2. Skyhawks. UT Martin's mascot is the Skyhawks. Skyhawks isn't bad but the name "Skyhawks" bugs me in a couple of ways. 1) Every time I type it, I get that little red squiggly line indicating that I might have misspelled something. I'm not OCD, but I usually don't let those sit around in my articles, but I'll be darned if I add "Skyhawks" to my dictionary. 2) Skyhawks is a relatively new mascot, and is hiding the deep dark secret of the Junior Volunteers. (I will no longer use any other name to refer to Saturday's opponent, unless it's "Baby Vols" or "Little Vols") (Note: I was worried this was a wikipedia-only fact, but according to this website, it can be attributed to Bob Carroll's book "The University of Tennessee at Martin: The First One Hundred Years")
3. Captain. So, what's it like when you're one of the leaders of the football team? Do they call you mascot?
"Captain" is the official name of UT Martin's costumed Little Volunteer Mascot. The name "Captain" was selected because it's a gender-neutral name that fits the concept of a mythical hawk that flies a plane.

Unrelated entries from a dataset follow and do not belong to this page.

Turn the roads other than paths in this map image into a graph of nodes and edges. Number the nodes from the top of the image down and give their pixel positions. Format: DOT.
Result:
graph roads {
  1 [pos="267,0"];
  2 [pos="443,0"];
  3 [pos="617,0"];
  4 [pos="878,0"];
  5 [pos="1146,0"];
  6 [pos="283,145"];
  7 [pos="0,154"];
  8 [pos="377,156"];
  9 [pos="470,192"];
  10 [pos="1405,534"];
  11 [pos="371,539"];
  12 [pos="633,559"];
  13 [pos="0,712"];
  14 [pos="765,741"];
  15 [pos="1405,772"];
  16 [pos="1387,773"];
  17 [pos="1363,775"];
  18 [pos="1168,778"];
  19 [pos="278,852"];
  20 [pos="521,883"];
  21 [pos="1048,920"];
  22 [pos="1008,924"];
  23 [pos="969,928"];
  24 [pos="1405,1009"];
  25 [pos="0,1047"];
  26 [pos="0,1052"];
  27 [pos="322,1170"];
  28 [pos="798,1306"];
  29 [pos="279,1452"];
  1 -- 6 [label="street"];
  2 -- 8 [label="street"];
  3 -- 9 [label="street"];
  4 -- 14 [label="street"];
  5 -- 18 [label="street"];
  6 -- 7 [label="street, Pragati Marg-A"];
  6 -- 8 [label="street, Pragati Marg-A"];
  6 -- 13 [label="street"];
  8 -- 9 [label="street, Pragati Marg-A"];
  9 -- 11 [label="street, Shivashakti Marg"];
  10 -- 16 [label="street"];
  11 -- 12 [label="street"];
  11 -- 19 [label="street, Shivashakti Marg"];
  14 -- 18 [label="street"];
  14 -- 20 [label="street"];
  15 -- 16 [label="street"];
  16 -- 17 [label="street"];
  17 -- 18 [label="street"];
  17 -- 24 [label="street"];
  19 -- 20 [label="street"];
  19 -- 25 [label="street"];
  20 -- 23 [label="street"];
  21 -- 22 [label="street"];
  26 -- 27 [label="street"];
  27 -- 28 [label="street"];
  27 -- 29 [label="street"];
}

4. Male to Female Ratio. So, if you're a guy in Fayetteville, AR and you're on Tinder or just out at a bar or coffee shop trying to meet a young lady, you're at a distinct disadvantage, because for every 100.9 males there are 100 females. If you're up to similar activities in Martin, you'll find that the ratios are much more favorable with only 89.9 males for every 100 females. Though you might also have trouble getting up to as many alcohol infused activities due to the limited nature of alcohol sales in Weakley County, Tennessee.
5. Ole Miss Game. The Rebels beat UT-Martin 76-3 in the season opener. Will some people compare scores if Arkansas doesn't score 76 points and hold them to three, drawing silly conclusions? Probably. It's dumb, but it seems like it will happen. Arkansas probably won't score that many points if for no other reason than Bret Bielema's teams go at a much slower pace, so the opportunities might not be there. It's going to be a pain to explain that though. Hate that.
6. Rodeo. I don't follow college Rodeo, but our Mulerider and Boll Weevil friends probably don't care much for the Junior Volunteers. So, if you can't hate them for any of the other reasons I've laid out before, spare a little hate come rodeo season.